Our outlook for the coming year is cautiously optimistic. First, we expect the Swiss economy to benefit from the franc’s depreciation since July. Second, the robust global economy should boost Swiss exports. Third, many Swiss companies have reduced their operating costs since the franc’s sharp appreciation in 2015 and have regained competitiveness, as reflected by the purchasing managers’ index, now at a post-2011 high. We forecast Swiss GDP to advance by 1.8% in 2018, which should also push Swiss unemployment rate below 3% at some point next year for the first time since 2012.
Consumer prices, in our view, will climb 0.5% next year on the back of the oil-price rebound of the last 18 months. While the impact of higher oil prices will eventually fade, the depreciation of the Swiss franc against the euro will boost import prices. The gradual recovery of the economy should also lead to slight upward pressure on prices and support the inflation rate in the coming year at 0.6%.
We expect a modest Swiss franc depreciation in 2018. The more evident it becomes that the ECB will indeed halt its bond-purchase program, the more demand for the franc will fade. We expect the Swiss National Bank (SNB) to maintain a passive short-term stance, creating further depreciation potential for the franc. But any fall in its value is likely to be modest, in our view. We estimate EURCHF purchasing power parity at 1.21, and as long as the Eurozone’s structural problems remain we don’t expect the pairing to trade consistently above fair value.

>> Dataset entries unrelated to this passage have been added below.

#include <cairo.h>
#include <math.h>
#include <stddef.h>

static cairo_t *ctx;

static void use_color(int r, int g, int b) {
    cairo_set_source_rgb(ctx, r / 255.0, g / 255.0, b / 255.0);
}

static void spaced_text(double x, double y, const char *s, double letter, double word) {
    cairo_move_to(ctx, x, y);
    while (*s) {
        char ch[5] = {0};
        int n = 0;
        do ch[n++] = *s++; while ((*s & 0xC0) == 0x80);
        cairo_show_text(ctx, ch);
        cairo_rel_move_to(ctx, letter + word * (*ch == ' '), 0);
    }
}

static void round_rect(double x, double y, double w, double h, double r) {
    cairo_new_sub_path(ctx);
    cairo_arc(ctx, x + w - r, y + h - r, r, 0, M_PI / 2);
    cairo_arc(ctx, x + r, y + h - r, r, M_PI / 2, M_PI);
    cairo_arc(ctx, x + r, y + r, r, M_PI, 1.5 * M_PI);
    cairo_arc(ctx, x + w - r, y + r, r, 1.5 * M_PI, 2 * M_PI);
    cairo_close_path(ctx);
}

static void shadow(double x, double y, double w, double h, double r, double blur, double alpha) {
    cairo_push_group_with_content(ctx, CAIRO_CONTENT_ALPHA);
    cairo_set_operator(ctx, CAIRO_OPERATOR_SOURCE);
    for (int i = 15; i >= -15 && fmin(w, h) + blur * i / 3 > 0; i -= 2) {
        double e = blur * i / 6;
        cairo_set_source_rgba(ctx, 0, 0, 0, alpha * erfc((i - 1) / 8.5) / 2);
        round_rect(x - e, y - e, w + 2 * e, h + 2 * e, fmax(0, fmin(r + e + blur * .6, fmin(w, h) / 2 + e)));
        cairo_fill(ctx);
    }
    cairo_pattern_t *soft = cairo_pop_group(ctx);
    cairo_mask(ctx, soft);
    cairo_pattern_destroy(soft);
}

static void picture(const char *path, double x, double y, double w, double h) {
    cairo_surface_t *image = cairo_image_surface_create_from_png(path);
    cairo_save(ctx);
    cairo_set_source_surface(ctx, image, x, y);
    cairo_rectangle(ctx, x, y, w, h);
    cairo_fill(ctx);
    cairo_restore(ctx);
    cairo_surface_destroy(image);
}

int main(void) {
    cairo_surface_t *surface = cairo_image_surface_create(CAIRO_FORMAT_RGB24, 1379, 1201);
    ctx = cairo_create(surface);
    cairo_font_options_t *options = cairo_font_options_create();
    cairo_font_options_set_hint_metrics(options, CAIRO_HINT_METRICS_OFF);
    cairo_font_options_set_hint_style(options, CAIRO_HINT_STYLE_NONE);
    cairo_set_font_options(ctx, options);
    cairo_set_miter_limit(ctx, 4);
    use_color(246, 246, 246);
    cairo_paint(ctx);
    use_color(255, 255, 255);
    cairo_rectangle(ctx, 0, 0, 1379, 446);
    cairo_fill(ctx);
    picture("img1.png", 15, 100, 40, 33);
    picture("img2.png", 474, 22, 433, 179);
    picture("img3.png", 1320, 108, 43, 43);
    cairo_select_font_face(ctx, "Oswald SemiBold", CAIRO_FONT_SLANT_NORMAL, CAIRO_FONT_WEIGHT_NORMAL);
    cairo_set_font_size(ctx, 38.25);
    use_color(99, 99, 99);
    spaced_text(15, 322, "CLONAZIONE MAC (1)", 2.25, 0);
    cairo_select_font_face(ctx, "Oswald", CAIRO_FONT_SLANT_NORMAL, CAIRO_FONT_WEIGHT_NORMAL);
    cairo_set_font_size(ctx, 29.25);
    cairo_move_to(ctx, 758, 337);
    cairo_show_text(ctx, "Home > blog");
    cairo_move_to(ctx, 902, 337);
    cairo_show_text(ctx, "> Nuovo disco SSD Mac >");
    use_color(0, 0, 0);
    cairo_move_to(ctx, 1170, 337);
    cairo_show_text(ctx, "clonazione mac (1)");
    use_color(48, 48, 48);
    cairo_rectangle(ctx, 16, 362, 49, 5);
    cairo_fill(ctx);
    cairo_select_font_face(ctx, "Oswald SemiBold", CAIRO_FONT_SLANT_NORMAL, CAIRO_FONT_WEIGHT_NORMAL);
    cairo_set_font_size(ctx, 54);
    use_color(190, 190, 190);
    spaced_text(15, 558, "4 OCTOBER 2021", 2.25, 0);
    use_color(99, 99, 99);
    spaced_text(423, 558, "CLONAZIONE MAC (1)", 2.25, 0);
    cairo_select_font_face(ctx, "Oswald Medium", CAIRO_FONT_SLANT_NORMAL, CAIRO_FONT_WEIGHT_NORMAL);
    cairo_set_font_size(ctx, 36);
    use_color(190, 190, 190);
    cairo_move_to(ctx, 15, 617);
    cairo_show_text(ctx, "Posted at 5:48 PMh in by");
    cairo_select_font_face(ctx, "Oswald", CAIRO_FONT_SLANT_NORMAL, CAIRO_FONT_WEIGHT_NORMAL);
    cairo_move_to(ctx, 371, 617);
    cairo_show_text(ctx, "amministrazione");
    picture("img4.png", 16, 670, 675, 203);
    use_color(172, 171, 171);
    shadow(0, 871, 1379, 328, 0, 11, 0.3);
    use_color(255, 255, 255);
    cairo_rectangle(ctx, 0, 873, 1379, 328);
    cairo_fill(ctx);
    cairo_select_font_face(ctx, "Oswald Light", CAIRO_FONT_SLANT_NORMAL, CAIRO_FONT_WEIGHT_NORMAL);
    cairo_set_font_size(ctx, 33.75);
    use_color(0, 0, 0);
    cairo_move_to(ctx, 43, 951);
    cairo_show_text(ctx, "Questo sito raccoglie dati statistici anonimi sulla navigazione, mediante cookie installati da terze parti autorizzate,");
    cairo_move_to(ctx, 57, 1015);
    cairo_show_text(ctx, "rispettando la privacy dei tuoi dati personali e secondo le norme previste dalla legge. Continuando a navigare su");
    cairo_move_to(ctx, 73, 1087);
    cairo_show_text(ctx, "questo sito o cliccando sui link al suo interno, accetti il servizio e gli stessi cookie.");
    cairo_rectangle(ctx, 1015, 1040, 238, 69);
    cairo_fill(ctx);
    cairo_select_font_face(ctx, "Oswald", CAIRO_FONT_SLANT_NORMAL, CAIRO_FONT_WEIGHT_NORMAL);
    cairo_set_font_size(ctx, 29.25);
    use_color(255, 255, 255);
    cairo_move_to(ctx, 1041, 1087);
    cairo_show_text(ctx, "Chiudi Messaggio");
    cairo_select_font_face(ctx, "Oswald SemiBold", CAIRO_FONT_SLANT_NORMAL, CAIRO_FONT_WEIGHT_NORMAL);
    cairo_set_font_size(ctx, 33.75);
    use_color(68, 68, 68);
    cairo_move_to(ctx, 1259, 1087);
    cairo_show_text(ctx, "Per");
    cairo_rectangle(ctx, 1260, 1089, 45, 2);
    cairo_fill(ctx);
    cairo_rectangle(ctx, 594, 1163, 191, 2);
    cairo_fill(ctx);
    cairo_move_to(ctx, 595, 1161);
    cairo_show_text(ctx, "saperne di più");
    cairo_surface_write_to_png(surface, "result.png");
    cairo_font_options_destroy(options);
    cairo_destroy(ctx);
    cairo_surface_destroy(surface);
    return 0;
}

Housing market: vacancies rising further
In 2017, the vacancy rate increased markedly for the fourth year in a row. According to the Federal Statistical Office, almost 65,000 homes were unoccupied on June 1. The greater number of vacancies stems primarily from the large increase in vacant rental apartments, and the figure could continue to climb for two reasons.
First, population growth, as in 2017, could again be considerably lower than the average of the last decade. Net immigration looks to be around 60,000 people next year, meaning that Switzerland's population would rise by less than 1%.
Second, the availability of housing is still expanding. The number of building permits fell only slightly year on year in 2017, so we can expect around 50,000 new homes again next year. In view of falling demand, the large number of new-build homes will likely not be absorbed. We anticipate an increase in the vacancy rate from 1.5% to 1.6% by the middle of the year. In the residential rental market, we expect the rate to actually climb to 2.5%–3.0%.
When it comes to purchase prices, stagnation could well continue. Financing conditions should remain extremely attractive, keeping demand for residential property high. Greater economic growth and rising nominal purchasing power should also support the market. But we expect the pressure of competition from vacant rental apartments to increase, particularly in the case of condominiums in old buildings. For that reason, condominium prices could slightly lag those of single-family homes.
Holiday homes: better short-term outlook
Vacation apartment prices in the Alpine region have failed to keep pace with national Swiss price behavior in recent years. On the one hand, the strong franc has kept foreign buyers at bay, and on the other, there is a stubborn surplus of holiday flats in many Alpine tourist destinations. The outlook seems to be improving slightly. An improving economic outlook and a weaker Swiss franc should underpin the demand for holiday housing, while new regulation that places obstacles in the way of second homebuilding to prevent a glut of empty beds, should keep new supply limited.
Commercial spaces: potential to bottom out
The Swiss electorate's rejection of corporate tax reform and overall low employment growth weigh on the demand for office spaces. Shopping abroad and the increasing role of online shopping still challenge the retail market. As a result, the amount of empty commercial surfaces continued to grow in 2017. The expected economic upswing in the coming quarters will likely not prevent a further increase, but if the economy continues to perform well, supply and demand should return to a better balance in the medium term. Although an accelerating commercial market is still in the distant future, the commercial market could approach its low late next year.
Listed market: commercial focus preferred
Swiss listed real estate names provide interesting payouts with a spread over government bonds of more than 3%. But slightly higher interest rates, due to less expansive central banks and falling rents, limit sector upside. Among real estate stocks and funds, we slightly prefer those that focus on commercial surfaces. These names could profit most from a lasting economic upswing.